Politics

Coastal Commission votes to fire Lester

The state Coastal Commission, as expected, voted today to oust its own executive director over the objections of many past commissioners and environmental groups. The vote to get rid of Charles Lester was 7-5, taken in closed session even though the commission's lawyer said that step was not required by law, then announced to an audience that had come mostly to support Lester. The side opposed to Lester has been saying in recent months that it was unhappy with his management performance. His backers said the pressure for his ouster was coming from commissioners who wanted more leeway to approve development along the coast, and that notion has been advanced aggressively by leading environmental groups and LA Times columnist Steve Lopez, who has done a couple of columns now and who went to Morro Bay himself for the meeting.

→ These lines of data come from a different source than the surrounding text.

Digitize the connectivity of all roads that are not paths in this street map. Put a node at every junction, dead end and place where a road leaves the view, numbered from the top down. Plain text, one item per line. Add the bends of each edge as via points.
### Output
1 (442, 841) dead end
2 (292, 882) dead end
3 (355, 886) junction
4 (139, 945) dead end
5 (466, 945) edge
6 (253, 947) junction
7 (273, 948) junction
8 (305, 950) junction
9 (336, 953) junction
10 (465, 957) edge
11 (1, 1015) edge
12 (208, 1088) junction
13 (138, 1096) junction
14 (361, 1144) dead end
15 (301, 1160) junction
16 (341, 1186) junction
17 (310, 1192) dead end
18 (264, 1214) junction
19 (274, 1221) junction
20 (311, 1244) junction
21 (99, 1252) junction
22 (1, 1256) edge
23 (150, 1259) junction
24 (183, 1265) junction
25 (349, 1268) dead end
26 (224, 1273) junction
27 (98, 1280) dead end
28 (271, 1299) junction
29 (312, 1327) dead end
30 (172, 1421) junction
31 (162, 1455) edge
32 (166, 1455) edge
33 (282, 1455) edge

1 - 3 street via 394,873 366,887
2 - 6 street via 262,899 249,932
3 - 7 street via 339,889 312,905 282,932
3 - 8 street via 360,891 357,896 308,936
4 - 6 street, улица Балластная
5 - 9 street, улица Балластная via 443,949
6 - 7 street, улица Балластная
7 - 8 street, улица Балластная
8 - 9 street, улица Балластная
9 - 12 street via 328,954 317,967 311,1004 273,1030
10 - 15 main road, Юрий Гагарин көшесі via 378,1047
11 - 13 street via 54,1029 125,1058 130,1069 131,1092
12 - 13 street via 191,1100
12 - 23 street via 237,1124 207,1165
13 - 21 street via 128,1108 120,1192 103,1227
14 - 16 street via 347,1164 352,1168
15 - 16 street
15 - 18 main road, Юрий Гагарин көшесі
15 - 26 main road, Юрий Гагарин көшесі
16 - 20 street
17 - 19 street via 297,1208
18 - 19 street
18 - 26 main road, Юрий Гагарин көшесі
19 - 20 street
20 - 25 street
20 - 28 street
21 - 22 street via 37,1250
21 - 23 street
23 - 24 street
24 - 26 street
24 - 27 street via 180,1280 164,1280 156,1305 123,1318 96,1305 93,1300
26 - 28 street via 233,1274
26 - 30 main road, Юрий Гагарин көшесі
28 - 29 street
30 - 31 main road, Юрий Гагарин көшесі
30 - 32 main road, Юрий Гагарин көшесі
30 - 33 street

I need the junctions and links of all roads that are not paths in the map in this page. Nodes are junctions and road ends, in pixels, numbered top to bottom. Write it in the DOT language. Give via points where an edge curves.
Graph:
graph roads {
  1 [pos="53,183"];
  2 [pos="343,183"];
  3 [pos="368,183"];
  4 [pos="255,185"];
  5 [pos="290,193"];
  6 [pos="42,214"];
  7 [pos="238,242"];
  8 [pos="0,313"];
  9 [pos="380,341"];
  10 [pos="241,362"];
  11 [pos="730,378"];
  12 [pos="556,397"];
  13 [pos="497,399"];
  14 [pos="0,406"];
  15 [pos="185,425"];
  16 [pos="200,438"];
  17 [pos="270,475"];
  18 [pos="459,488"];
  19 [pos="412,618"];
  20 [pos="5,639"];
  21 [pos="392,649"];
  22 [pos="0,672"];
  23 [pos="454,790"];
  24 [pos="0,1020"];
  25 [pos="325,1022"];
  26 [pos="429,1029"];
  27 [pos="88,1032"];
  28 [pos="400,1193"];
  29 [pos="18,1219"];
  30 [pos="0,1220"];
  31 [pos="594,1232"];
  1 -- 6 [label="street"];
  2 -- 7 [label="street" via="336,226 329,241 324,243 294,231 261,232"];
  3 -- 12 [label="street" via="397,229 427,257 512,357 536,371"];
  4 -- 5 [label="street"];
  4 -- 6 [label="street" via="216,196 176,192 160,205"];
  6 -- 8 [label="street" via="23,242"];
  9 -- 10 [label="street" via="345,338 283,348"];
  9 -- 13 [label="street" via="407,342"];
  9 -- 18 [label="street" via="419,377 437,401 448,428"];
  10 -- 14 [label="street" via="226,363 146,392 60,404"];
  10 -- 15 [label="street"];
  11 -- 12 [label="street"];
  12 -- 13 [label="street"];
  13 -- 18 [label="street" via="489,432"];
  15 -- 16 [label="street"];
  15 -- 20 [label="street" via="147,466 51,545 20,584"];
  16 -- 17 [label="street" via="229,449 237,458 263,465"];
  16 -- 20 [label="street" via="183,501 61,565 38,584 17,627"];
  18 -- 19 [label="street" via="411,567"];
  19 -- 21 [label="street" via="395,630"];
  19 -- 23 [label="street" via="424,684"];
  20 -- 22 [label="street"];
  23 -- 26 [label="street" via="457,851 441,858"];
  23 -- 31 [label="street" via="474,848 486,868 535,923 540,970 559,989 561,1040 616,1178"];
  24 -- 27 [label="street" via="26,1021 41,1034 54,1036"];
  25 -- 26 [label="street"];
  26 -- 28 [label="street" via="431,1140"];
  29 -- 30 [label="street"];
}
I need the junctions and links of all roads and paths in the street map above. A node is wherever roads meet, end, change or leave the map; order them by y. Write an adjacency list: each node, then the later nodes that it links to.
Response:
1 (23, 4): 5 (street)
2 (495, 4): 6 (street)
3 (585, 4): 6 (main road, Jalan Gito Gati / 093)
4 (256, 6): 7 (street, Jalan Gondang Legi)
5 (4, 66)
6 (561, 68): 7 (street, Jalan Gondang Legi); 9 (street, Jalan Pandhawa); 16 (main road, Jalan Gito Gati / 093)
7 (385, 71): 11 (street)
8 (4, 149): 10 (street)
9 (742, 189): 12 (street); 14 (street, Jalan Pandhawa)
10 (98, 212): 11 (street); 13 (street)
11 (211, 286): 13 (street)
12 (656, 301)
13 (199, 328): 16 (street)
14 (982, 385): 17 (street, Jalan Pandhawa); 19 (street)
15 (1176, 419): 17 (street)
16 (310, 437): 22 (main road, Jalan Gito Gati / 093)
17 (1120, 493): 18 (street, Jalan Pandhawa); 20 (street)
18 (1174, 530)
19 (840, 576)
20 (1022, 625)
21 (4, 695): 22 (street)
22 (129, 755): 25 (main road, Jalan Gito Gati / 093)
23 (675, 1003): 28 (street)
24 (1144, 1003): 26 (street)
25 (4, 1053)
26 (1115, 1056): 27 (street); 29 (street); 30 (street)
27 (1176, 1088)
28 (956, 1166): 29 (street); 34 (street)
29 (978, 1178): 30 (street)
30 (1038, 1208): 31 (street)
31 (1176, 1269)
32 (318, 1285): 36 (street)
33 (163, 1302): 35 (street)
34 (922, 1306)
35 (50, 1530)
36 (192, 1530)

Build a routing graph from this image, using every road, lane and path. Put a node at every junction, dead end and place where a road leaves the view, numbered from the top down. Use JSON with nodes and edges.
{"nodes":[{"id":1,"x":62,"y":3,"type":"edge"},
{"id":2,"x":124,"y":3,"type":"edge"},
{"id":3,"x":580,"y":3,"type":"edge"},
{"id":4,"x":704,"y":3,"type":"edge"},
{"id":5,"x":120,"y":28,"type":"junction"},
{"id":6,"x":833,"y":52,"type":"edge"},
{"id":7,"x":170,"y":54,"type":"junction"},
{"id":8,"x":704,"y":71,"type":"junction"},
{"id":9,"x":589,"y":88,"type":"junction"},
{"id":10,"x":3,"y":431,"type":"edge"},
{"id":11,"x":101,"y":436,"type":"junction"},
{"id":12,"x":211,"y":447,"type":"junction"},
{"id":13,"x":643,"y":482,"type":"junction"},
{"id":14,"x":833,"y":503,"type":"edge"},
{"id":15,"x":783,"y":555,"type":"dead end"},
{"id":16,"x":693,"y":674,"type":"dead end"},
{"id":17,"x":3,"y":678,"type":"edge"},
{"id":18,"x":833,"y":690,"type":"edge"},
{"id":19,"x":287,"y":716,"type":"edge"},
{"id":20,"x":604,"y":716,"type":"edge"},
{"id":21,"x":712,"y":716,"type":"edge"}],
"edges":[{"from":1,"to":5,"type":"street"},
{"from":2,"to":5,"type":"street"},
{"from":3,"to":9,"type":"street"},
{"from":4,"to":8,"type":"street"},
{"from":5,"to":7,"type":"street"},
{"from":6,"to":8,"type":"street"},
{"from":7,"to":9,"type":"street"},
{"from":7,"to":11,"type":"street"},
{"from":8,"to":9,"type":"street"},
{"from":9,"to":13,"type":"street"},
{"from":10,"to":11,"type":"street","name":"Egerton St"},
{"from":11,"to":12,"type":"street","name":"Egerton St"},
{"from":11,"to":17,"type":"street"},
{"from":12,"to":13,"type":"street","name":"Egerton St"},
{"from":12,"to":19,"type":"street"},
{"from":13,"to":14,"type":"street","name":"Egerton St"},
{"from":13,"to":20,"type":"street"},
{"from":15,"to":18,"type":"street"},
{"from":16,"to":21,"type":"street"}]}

After the vote, commission chair Steve Kinsey, who voted against the firing, "called it a difficult decision that 'revolved around leadership and not around an issue of greater flexibility for development' along the coast," per the LA Times news story. At least two other commissioners, both of whom voted to fire Lester, also said the line of attack by Lester supporters that he was the victim of pro-development pressure was off-base.

"We need to set the record straight. There was no coup by developer interests," [said commissioner Mark Vargas.]

“But this is like trying to convince people that the fluoride in their water was not a communist plot,” Vargas said.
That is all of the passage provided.